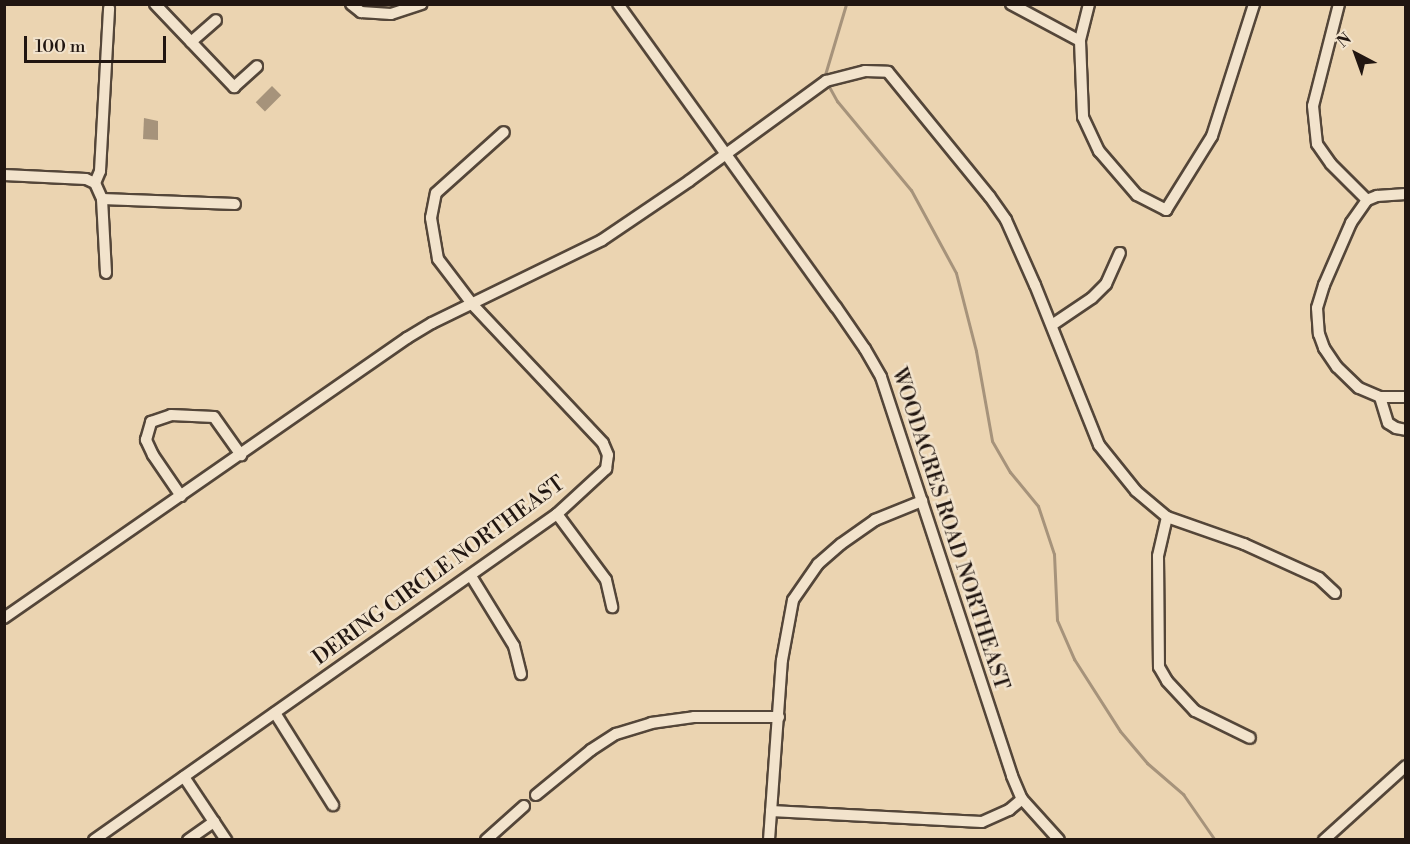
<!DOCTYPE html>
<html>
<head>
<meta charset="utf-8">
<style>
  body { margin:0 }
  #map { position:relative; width:1410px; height:844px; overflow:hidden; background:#ebd4b1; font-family:"Libre Bodoni",serif }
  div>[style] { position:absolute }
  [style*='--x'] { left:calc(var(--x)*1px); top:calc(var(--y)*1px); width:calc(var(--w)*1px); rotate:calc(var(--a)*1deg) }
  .water>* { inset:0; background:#a6937b; transform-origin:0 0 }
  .stream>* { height:3px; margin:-1.5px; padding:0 1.5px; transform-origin:1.5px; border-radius:1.5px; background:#a6937b }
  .roads { filter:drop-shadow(2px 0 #544639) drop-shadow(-2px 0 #544639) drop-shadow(0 2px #544639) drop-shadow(0 -2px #544639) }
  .street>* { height:10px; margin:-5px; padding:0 5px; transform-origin:5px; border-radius:5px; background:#f2e3cc }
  span { translate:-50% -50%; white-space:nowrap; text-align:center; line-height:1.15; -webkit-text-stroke:5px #f2e3cc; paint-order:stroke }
  .street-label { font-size:21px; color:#211611 }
  .frame { position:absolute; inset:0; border:6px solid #211611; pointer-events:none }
  .north { position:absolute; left:1326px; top:24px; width:60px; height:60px; -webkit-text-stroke:4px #f2e3cc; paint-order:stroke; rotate:319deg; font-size:16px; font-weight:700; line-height:24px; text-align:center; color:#211611 }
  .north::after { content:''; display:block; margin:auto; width:21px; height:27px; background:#211611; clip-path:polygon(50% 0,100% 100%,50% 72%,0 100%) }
  .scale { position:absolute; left:24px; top:36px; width:142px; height:27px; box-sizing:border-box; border:3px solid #211611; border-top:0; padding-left:8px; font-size:18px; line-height:21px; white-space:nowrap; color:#211611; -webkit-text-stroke:4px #f2e3cc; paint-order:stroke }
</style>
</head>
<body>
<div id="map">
  <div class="water">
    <div style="left:272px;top:86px;width:13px;height:23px;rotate:45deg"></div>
    <div style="clip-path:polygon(144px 118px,158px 121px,158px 140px,143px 139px)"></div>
  </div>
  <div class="stream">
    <div style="--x:824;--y:78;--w:77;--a:-73.4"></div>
    <div style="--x:827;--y:83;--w:21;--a:61"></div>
    <div style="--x:837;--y:101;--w:116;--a:50.3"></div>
    <div style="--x:911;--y:190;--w:94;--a:61.5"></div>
    <div style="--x:956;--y:273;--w:81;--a:75.6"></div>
    <div style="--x:976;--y:351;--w:91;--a:79.9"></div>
    <div style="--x:992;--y:441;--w:36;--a:60"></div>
    <div style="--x:1010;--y:472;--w:44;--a:50.5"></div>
    <div style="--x:1038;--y:506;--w:51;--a:71.6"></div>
    <div style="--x:1054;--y:554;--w:66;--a:87.4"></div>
    <div style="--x:1057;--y:620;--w:43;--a:66.4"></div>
    <div style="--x:1074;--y:659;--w:85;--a:57.4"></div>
    <div style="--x:1120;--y:731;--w:42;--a:49.8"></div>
    <div style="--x:1147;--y:763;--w:48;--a:40.7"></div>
    <div style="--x:1183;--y:794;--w:56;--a:55.2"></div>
  </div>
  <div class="roads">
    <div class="street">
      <div style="--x:155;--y:4;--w:115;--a:46.4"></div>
      <div style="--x:234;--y:87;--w:31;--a:-42"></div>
      <div style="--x:351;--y:4;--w:13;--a:39"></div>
      <div style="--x:361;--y:12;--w:30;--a:4"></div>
      <div style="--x:391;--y:14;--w:32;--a:-18"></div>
      <div style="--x:618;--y:4;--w:373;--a:54.3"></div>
      <div style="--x:836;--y:307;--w:51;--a:55.4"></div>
      <div style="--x:865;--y:349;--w:32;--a:60"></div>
      <div style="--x:881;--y:377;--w:420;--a:71.8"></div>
      <div style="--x:1012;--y:776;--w:25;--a:67"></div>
      <div style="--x:1022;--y:799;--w:55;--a:47.9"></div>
      <div style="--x:1011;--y:4;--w:78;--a:28.2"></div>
      <div style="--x:1089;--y:4;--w:38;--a:104"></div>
      <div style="--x:1080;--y:41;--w:76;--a:87.7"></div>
      <div style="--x:1083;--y:117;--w:38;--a:65"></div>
      <div style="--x:1099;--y:151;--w:58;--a:49.2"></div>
      <div style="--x:1137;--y:195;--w:33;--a:27"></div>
      <div style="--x:1166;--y:210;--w:87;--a:-58.1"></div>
      <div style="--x:1212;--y:136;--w:139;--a:-72.3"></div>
      <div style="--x:1339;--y:4;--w:105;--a:104.3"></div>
      <div style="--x:1313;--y:106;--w:38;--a:84"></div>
      <div style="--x:1317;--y:144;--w:24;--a:55"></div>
      <div style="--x:1331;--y:164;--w:51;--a:45"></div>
      <div style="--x:191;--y:42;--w:33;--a:-41"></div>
      <div style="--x:4;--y:175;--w:82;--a:2.8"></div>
      <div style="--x:86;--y:179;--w:10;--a:24"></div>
      <div style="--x:95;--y:183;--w:17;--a:66"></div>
      <div style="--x:102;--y:199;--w:133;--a:2.2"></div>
      <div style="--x:95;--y:183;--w:13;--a:-67"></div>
      <div style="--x:100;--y:171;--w:163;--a:-86.8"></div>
      <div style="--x:102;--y:199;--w:74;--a:86.9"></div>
      <div style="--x:1367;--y:200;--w:28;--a:125"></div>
      <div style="--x:1351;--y:223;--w:68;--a:113.5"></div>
      <div style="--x:1324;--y:285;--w:24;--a:107"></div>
      <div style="--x:1317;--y:308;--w:26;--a:86"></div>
      <div style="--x:1319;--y:334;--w:15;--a:70"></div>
      <div style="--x:1324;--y:348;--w:23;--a:56"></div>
      <div style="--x:1337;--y:367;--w:30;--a:44"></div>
      <div style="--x:1359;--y:388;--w:23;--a:23"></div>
      <div style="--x:1380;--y:397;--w:26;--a:0"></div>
      <div style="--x:1367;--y:200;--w:11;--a:-22"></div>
      <div style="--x:1377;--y:196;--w:29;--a:-4"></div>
      <div style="--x:1052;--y:325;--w:48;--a:-34"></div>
      <div style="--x:1092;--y:298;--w:20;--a:-45"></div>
      <div style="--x:1106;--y:284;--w:34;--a:-66"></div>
      <div style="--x:1380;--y:397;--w:27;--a:73"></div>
      <div style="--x:1388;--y:423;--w:9;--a:32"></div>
      <div style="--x:1396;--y:428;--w:10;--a:11"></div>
      <div style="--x:181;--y:496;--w:50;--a:-124.3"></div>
      <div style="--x:153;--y:455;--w:17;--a:-115"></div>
      <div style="--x:146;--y:440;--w:19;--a:-74"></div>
      <div style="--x:151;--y:422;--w:21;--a:-19"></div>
      <div style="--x:171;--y:415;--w:43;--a:2.7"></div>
      <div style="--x:214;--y:417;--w:47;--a:54.6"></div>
      <div style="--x:557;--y:514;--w:82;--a:53.4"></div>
      <div style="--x:606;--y:580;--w:28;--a:77"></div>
      <div style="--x:1167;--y:517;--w:40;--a:103"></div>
      <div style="--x:1158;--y:556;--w:111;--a:89.5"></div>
      <div style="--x:1159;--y:667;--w:16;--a:60"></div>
      <div style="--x:1167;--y:681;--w:41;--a:47"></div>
      <div style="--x:1195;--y:711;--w:61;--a:26.1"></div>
      <div style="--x:471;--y:576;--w:82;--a:58.4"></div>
      <div style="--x:514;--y:646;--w:29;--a:76"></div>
      <div style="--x:4;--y:618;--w:491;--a:-34.8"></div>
      <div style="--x:407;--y:338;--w:29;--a:-31"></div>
      <div style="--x:432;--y:323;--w:189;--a:-26"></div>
      <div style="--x:602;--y:240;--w:105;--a:-34.1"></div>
      <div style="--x:689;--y:181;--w:170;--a:-36.1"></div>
      <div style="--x:826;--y:81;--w:40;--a:-14.4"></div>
      <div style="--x:865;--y:71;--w:23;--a:2"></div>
      <div style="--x:888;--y:72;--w:161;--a:50.8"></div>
      <div style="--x:990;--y:197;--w:28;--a:55"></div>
      <div style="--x:1006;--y:220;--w:71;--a:66"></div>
      <div style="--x:1035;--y:285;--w:172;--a:68.2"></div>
      <div style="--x:1099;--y:445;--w:59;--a:51.2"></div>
      <div style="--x:1136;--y:491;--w:40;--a:40"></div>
      <div style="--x:1167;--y:517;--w:82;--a:19.3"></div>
      <div style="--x:1244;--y:544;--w:82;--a:24.4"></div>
      <div style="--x:1319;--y:578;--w:22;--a:43"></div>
      <div style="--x:275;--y:713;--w:109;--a:57.8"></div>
      <div style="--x:184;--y:777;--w:76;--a:56.3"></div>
      <div style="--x:536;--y:795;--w:71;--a:-39.3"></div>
      <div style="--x:591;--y:750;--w:30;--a:-33"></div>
      <div style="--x:616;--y:734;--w:37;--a:-17"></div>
      <div style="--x:651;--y:723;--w:43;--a:-7.9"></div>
      <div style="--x:694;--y:717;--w:85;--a:0"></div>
      <div style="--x:771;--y:811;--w:211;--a:3"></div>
      <div style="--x:982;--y:822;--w:30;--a:-24"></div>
      <div style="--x:1009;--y:810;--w:17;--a:-40"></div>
      <div style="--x:94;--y:840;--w:566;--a:-35.15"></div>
      <div style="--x:557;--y:514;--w:67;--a:-42.6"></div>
      <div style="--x:606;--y:469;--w:14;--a:-82"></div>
      <div style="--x:608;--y:455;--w:13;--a:-113"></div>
      <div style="--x:603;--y:443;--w:190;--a:-133.3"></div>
      <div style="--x:473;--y:305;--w:58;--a:-127.3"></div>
      <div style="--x:438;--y:259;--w:42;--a:-99.7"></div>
      <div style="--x:431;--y:218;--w:25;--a:-79"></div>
      <div style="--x:436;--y:193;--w:91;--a:-41.9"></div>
      <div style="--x:188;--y:840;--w:32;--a:-35"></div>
      <div style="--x:486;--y:840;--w:51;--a:-41.8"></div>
      <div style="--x:769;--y:840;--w:180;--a:-85.9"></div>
      <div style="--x:782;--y:660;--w:61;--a:-79.6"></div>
      <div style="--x:793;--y:600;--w:44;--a:-55.2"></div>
      <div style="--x:818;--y:564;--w:30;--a:-41"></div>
      <div style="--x:841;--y:544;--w:42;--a:-35.2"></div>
      <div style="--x:875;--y:520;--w:51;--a:-22"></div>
      <div style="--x:1324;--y:840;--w:110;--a:-42.1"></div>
    </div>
  </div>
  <div class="street-label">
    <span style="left:950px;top:529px;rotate:72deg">WOODACRES ROAD NORTHEAST</span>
    <span style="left:439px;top:571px;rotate:-36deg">DERING CIRCLE NORTHEAST</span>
  </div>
  <div class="frame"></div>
  <div class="north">N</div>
  <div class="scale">100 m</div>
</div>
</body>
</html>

*-*-*

WHAT THE TASK ASKS =
In the data, find how many lines hold the string "roads", and answer with the number only.

OUTPUT OF THE TASK =
2